Stored data entries
= Beginning of Section =

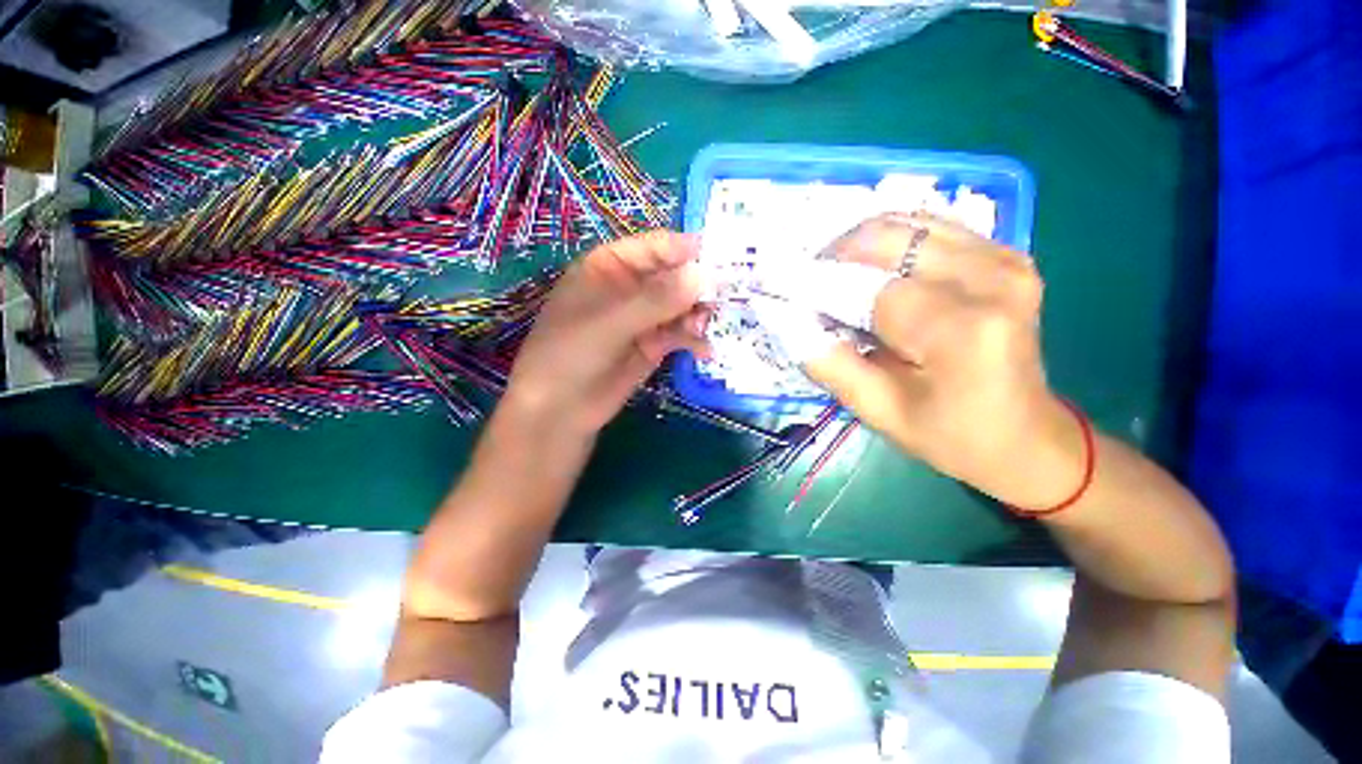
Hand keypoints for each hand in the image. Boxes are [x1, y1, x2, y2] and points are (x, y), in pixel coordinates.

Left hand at [504, 230, 708, 435]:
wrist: (560, 411)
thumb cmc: (571, 354)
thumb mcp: (610, 323)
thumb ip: (656, 299)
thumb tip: (705, 275)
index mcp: (612, 266)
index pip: (657, 247)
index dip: (688, 251)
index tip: (723, 261)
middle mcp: (631, 287)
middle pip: (675, 276)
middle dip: (699, 286)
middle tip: (724, 300)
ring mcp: (644, 317)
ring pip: (681, 306)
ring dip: (698, 314)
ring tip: (705, 329)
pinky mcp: (654, 344)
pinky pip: (681, 333)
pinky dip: (694, 339)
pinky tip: (705, 350)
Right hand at [805, 212, 1083, 507]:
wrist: (1027, 437)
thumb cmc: (951, 435)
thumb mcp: (877, 411)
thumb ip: (826, 361)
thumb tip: (784, 317)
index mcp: (960, 330)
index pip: (866, 288)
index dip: (814, 284)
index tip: (774, 286)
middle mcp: (990, 278)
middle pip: (887, 238)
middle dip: (832, 254)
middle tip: (803, 282)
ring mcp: (1004, 259)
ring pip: (907, 222)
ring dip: (858, 244)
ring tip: (833, 275)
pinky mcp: (1006, 255)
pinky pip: (932, 227)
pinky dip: (891, 240)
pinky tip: (872, 268)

= End of Section =

(Work to be completed):
Only text belongs in the copy: repeat each line of the data exactly and leave out the pictures.

(Output for this exercise):
Hand keypoints for each hand in the image. Boxes are [x1, y1, x2, y2] and points are (x, y), in pixel coordinates.

Left hand at [504, 230, 708, 435]:
wrist: (560, 411)
thumb cmc: (571, 354)
thumb mcp: (610, 323)
thumb ip: (656, 299)
thumb tip: (705, 275)
index mcp: (612, 266)
index pip: (657, 247)
index dip: (688, 251)
index tip: (723, 261)
middle mcp: (631, 287)
middle pip: (675, 276)
middle dip: (699, 286)
middle tip: (724, 300)
ring mcp: (644, 317)
ring pip: (681, 306)
ring dip: (698, 314)
ring tip: (705, 329)
pinky mcp: (654, 344)
pinky pip: (681, 333)
pinky dip: (694, 339)
pinky tip: (705, 350)
Right hand at [805, 212, 1083, 507]:
wrist: (1027, 437)
thumb cmc: (951, 435)
thumb mcp: (877, 411)
thumb ip: (826, 361)
thumb tip: (784, 317)
index mcp: (960, 330)
index pip: (866, 288)
index dip: (814, 284)
index tip: (774, 286)
middle mcp: (990, 278)
middle pip: (887, 238)
middle dip: (832, 254)
middle tip: (803, 282)
ring mcp: (1004, 259)
ring pip: (907, 222)
ring dip: (858, 244)
ring tip: (833, 275)
pinky mcp: (1006, 255)
pinky pip: (932, 227)
pinky dip: (891, 240)
pinky tip: (872, 268)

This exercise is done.